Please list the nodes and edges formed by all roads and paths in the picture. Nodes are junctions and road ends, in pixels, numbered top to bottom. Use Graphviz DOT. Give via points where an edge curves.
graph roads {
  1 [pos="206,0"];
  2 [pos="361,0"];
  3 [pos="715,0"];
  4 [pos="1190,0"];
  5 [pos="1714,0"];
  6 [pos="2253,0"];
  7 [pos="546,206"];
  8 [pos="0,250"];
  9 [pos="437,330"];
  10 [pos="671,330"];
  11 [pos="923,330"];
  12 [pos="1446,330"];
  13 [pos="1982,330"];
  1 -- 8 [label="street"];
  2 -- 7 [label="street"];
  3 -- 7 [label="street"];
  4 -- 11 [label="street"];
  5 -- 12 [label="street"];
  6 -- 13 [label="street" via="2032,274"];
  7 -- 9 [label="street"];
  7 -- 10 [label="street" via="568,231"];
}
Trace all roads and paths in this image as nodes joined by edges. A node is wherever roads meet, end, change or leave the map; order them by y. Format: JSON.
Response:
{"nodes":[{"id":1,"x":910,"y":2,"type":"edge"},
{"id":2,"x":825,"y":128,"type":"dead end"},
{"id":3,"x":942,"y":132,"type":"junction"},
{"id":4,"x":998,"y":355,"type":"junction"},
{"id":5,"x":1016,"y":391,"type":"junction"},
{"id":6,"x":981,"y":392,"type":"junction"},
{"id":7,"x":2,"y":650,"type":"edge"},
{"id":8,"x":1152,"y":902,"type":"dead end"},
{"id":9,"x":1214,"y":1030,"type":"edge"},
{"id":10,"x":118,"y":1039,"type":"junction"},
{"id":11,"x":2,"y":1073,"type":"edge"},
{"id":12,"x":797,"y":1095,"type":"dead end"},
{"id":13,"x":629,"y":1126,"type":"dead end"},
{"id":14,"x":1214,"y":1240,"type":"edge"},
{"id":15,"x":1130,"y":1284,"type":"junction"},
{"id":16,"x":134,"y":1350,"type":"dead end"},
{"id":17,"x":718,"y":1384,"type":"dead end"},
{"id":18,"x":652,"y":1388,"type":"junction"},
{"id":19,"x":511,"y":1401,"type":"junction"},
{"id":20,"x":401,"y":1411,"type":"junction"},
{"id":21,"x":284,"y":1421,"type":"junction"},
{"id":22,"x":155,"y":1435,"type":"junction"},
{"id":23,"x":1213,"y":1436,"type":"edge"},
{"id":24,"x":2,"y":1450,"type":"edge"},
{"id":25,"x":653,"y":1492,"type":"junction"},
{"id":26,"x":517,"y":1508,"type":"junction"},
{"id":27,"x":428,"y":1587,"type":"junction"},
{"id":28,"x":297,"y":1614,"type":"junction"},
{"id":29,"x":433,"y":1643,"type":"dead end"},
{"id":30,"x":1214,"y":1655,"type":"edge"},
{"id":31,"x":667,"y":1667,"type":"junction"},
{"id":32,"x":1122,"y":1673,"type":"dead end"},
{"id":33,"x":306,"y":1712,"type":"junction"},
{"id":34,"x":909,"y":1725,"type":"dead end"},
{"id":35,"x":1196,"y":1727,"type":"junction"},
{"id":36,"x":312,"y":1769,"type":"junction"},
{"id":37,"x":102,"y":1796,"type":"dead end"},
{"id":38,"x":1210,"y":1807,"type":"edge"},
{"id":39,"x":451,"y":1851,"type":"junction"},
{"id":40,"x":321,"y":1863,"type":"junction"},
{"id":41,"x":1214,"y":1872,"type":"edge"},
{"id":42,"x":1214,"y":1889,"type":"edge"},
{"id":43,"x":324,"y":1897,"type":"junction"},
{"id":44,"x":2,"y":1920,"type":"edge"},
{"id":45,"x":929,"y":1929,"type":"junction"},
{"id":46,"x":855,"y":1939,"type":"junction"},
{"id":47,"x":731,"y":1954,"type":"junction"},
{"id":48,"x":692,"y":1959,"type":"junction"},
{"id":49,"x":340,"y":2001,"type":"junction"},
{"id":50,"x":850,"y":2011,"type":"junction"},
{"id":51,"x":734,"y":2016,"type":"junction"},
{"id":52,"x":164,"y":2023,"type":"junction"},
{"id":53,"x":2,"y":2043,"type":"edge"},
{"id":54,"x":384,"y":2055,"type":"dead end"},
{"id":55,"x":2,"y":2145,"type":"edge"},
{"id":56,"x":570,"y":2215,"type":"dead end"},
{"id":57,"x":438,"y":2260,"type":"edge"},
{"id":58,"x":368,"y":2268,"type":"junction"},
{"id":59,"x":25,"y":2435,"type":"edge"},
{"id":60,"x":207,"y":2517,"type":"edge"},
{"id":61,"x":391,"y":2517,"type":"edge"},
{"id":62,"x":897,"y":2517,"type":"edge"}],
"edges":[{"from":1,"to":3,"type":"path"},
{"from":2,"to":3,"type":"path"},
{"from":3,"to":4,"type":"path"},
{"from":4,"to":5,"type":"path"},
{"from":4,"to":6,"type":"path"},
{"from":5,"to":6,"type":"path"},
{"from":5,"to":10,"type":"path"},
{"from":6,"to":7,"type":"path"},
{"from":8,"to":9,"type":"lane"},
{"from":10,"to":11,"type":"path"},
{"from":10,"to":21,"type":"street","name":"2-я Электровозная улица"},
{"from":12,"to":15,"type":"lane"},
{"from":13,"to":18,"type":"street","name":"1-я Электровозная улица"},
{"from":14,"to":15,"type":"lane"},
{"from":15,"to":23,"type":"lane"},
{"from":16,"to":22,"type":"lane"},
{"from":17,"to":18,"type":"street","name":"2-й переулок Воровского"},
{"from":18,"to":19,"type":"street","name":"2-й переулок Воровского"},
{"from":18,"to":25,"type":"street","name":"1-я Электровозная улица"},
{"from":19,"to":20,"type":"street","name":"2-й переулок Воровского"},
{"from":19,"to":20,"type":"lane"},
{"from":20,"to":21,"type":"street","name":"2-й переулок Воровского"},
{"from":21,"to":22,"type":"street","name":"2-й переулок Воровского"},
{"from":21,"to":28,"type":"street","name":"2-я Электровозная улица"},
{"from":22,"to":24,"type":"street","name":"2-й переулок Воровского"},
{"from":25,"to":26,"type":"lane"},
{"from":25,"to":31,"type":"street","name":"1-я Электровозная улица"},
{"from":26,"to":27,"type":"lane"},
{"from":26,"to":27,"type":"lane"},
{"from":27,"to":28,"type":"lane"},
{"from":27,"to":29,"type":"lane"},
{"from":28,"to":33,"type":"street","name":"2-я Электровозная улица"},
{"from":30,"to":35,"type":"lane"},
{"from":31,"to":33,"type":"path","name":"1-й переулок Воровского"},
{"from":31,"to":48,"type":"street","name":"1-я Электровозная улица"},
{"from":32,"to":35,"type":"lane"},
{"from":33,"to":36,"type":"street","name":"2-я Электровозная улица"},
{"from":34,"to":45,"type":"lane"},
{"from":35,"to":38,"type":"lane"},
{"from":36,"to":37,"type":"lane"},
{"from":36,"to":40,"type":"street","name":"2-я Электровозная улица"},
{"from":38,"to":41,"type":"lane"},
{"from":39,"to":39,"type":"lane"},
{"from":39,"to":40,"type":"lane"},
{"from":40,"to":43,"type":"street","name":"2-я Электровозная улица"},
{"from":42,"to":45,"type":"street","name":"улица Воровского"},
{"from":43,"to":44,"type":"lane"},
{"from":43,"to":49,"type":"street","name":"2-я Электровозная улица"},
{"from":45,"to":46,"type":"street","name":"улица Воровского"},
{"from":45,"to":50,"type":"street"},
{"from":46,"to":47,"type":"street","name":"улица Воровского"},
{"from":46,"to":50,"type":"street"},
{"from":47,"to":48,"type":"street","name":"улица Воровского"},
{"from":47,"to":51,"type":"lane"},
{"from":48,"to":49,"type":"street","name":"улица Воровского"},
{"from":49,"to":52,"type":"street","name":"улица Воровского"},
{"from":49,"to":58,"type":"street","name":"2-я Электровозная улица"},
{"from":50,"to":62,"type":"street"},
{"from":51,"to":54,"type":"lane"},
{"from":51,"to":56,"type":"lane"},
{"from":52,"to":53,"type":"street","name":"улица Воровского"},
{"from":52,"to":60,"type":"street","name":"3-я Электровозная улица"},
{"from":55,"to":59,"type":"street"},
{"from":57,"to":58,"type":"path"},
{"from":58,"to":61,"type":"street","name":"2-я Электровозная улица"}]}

Exercise: For the listing above, say how many lines hold the string "label". Give only that number.

Worked solution: 8